The stones, polished by the Sheen, you didn’t want me to bring. You said they were symbolic of the baggage I carry around. But you know, “all that extra weight”, it did anchor me to days of mellow light, such as that June afternoon – Eimhin’s twelfth birthday- when we brought the boys to the ford where the river lingers. Up to his waist in the cold still water, he picked them out for their perfect roundness. I kept them on windowsills where the light soon dulled them until we finally closed the door. Then, I placed them under the beech tree, glossed back to rusty pinks and green by a bitter rain, I imagine they are still there, fossils of more rounded days that never really hatched.

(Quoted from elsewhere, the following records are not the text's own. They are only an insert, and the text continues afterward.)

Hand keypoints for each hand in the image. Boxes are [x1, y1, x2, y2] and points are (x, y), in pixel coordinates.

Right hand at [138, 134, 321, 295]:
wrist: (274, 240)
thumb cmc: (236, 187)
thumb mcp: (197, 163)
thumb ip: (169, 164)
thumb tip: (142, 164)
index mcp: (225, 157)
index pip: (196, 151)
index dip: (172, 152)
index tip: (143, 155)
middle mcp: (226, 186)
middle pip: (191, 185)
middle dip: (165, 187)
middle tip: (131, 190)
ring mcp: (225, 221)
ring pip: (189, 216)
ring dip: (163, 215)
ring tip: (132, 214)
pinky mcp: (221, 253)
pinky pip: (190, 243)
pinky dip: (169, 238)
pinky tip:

If I could choose a beginning I would choose that very day or maybe another June afternoon when the warm light, latticed by the foliage of the copper beeches, quivered through the low windows, stretching its lace on the quarry tiles of the kitchen. On a slate hung by the dark green door, I had written in chalk ” Welcome to Paradise”, for in those days I thought beauty must bring happiness, a misconception, to a certain extent, typical my Frenchness.

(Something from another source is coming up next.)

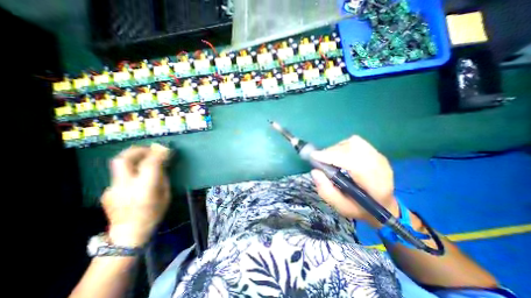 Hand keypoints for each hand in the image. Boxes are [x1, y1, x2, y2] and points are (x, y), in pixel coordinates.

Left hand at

We dreamt our life for the hours it took for the removal truck to find us. You talked to us of sundews, natter-jack toads and of the elusive Kerry slug that we were bound to discover on the long walks we would take. And when the lowering sun skimmed the top of Deelish, you told us of the music, the myths and the magic that ooze from the pores of the rocks. We believed you. We knew we had come home and that at the bottom of the boreen, Cooloo had always been waiting for us.
We didn’t know that upstairs, its ghosts danced an icy tarantella even in the warmest August, we didn’t know that by the time we left, all four of us would be damaged, some irrevocably so.